WORK TO COMPLETE: Repeat the listing below word for word, minus the pictures.

RECORDS SUPPLIED:
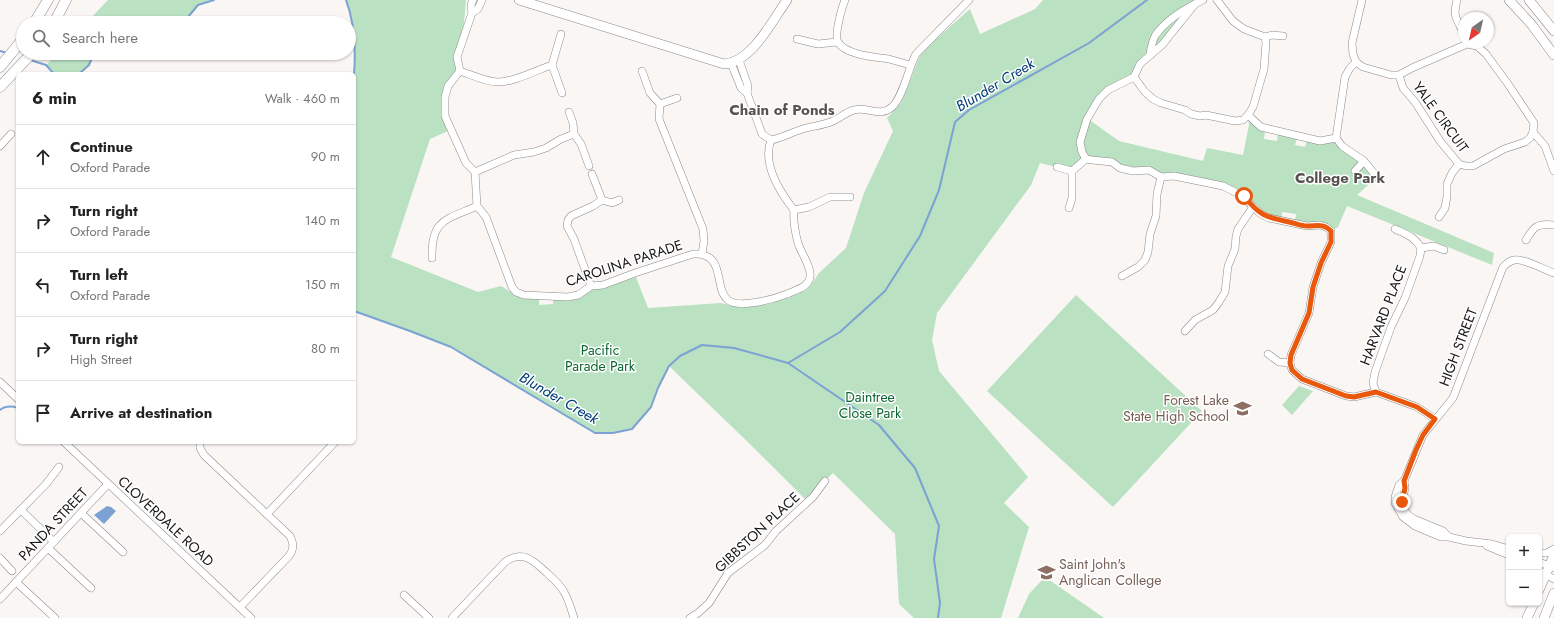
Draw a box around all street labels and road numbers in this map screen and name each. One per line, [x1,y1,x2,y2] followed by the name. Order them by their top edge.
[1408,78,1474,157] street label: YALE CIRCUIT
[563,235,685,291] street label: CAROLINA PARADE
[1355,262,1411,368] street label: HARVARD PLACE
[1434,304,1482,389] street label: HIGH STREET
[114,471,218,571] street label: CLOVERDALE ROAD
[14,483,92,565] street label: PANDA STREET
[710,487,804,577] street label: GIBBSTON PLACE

TASK OUTPUT:
Draw a box around all street labels and road numbers in this map screen and name each. One per line, [x1,y1,x2,y2] followed by the name. Order them by their top edge.
[1408,78,1474,157] street label: YALE CIRCUIT
[563,235,685,291] street label: CAROLINA PARADE
[1355,262,1411,368] street label: HARVARD PLACE
[1434,304,1482,389] street label: HIGH STREET
[114,471,218,571] street label: CLOVERDALE ROAD
[14,483,92,565] street label: PANDA STREET
[710,487,804,577] street label: GIBBSTON PLACE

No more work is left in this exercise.